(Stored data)
-*-*-
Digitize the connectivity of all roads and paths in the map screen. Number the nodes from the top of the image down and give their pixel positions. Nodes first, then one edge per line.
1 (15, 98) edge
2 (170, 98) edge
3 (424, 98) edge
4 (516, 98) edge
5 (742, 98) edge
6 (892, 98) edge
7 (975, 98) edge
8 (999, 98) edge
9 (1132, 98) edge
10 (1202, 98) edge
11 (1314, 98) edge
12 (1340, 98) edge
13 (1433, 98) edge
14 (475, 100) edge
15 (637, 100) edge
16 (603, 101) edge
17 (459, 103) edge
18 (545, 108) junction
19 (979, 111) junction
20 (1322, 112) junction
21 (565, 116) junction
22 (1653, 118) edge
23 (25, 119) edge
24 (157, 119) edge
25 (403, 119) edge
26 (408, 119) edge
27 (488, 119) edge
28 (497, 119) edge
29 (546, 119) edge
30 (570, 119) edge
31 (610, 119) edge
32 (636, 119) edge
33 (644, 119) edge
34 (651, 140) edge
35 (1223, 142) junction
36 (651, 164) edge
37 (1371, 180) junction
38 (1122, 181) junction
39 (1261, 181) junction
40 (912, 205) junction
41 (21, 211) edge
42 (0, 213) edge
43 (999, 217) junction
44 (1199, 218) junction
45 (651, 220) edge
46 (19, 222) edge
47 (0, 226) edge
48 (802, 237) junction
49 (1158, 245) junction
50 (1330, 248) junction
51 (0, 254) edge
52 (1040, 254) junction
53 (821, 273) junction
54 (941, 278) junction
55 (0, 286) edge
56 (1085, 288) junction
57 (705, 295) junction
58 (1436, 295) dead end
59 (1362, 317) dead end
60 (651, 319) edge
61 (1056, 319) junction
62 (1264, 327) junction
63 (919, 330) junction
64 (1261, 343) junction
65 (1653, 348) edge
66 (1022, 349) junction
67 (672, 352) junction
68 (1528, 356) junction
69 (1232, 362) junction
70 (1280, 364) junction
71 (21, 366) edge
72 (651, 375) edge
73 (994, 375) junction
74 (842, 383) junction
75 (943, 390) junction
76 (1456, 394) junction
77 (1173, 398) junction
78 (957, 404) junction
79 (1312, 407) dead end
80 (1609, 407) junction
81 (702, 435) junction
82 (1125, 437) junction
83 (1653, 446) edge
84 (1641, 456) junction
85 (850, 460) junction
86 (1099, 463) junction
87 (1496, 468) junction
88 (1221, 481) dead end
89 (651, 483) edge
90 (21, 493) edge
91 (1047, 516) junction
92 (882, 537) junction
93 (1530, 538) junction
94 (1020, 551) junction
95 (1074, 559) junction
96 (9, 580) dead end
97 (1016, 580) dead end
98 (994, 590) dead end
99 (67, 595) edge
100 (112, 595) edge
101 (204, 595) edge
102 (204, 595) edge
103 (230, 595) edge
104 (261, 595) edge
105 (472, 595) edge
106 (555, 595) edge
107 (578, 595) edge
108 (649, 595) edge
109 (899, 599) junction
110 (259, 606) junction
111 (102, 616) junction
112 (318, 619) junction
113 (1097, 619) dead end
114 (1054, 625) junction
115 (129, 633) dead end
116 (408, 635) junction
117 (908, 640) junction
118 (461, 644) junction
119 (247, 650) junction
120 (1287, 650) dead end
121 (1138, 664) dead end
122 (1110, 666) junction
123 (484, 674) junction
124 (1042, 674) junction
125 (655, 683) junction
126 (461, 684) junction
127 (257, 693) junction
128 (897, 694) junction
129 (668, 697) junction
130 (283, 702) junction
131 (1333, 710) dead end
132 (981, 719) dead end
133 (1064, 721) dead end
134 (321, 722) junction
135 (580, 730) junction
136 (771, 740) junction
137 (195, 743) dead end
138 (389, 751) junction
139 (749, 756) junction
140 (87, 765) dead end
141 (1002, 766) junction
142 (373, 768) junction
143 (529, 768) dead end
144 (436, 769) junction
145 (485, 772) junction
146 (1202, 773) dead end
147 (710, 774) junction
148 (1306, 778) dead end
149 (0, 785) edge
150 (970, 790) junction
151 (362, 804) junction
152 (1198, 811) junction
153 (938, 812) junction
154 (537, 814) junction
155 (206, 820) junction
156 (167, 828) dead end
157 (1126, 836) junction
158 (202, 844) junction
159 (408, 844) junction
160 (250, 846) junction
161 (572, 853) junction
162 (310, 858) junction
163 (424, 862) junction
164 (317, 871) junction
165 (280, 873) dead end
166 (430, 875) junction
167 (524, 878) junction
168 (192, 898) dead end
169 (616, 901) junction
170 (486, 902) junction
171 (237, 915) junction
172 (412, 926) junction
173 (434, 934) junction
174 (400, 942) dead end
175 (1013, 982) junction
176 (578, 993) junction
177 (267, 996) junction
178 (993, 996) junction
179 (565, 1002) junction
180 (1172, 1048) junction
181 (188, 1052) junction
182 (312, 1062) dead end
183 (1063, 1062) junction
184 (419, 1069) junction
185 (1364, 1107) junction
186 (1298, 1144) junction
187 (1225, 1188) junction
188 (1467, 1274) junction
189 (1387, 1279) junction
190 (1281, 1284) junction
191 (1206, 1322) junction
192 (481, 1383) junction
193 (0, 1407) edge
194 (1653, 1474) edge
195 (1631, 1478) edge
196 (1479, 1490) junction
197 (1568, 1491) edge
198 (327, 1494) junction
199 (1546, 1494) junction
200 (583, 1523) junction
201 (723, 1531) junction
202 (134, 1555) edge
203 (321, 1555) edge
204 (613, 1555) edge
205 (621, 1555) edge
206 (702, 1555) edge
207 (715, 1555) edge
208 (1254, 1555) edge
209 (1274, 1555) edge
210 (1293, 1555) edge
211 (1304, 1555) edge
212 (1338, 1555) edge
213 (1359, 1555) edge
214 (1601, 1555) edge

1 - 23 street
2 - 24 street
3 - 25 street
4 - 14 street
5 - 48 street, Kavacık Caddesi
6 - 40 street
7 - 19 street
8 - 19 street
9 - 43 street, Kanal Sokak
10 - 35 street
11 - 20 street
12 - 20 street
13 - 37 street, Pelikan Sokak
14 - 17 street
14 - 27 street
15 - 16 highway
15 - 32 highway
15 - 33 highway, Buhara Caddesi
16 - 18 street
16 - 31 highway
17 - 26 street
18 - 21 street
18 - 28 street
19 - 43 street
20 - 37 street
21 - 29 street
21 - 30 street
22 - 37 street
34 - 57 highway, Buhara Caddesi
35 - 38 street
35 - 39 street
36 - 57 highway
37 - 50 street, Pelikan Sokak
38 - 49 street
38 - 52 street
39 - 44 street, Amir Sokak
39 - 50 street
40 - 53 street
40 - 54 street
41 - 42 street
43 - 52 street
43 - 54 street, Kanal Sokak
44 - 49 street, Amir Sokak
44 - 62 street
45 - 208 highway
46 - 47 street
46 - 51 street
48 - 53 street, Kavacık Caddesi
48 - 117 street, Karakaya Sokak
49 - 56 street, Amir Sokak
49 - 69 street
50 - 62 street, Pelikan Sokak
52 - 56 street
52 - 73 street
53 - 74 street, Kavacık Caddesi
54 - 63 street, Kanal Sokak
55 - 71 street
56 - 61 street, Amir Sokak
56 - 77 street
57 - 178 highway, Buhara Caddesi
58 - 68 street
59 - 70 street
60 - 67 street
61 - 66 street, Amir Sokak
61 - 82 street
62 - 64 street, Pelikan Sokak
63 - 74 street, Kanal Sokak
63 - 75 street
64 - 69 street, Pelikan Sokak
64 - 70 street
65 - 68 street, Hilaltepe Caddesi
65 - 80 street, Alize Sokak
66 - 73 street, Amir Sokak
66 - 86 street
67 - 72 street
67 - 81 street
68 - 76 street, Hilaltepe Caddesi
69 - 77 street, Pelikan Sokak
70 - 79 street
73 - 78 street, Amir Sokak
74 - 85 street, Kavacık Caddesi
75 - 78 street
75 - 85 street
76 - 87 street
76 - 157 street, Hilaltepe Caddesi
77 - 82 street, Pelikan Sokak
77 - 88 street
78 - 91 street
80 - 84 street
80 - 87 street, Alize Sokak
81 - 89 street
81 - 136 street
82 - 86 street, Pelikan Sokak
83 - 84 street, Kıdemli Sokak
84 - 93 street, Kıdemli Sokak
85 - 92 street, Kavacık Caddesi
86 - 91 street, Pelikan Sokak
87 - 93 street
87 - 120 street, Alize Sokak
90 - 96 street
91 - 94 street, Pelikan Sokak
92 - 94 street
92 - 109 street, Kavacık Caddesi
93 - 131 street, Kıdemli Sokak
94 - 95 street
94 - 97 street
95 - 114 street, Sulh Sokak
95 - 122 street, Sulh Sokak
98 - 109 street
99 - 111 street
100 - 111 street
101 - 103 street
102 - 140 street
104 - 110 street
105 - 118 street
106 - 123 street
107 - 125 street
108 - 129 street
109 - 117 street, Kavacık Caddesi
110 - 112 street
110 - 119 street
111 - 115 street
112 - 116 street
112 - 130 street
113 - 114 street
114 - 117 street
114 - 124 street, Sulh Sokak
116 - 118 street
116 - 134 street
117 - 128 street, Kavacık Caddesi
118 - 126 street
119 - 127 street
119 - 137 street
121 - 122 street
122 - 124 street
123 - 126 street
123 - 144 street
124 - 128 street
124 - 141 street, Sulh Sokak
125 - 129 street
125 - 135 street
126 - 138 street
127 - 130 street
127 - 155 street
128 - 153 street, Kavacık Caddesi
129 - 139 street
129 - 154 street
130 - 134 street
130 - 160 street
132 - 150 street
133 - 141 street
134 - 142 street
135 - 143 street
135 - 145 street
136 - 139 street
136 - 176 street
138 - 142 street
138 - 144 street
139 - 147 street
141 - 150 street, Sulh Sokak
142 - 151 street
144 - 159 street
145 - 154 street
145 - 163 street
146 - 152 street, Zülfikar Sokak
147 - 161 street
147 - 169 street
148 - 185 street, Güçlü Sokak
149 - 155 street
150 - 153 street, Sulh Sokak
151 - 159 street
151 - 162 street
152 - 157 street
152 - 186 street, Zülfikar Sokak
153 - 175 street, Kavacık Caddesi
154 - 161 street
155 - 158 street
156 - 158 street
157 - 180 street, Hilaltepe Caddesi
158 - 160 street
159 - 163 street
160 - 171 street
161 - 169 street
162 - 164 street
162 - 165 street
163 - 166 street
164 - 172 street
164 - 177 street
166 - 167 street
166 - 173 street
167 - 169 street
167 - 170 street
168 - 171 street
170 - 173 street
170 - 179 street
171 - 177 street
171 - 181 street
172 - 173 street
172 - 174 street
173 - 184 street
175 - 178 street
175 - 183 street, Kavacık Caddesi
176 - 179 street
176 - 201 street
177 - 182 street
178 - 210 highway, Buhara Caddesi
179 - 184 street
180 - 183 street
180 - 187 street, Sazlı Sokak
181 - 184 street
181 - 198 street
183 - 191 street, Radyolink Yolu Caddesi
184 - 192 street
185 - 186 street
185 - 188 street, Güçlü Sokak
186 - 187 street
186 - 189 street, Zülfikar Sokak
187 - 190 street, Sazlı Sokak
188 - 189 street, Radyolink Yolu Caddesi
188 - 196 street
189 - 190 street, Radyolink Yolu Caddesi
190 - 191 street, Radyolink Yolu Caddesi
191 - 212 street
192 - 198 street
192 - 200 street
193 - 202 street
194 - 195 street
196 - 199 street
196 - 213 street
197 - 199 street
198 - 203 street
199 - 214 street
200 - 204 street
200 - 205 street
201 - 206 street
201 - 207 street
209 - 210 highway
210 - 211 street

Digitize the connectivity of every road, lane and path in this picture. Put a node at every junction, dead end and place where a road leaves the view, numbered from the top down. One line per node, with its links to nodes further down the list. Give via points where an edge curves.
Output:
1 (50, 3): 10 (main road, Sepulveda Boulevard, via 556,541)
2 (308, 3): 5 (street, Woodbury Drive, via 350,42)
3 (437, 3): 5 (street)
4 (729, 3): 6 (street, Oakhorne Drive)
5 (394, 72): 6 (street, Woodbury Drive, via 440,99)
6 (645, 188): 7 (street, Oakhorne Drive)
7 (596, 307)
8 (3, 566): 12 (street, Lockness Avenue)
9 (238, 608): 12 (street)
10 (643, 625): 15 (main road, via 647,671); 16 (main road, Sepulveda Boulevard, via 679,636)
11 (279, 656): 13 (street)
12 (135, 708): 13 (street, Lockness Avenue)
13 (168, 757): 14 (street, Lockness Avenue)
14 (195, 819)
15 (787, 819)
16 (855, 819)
-*-*-
# WHAT YOU HAVE TO DO:
Report each line in the preceding entries that holds the string "Sulh".

# OUTPUT BELOW:
95 - 114 street, Sulh Sokak
95 - 122 street, Sulh Sokak
114 - 124 street, Sulh Sokak
124 - 141 street, Sulh Sokak
141 - 150 street, Sulh Sokak
150 - 153 street, Sulh Sokak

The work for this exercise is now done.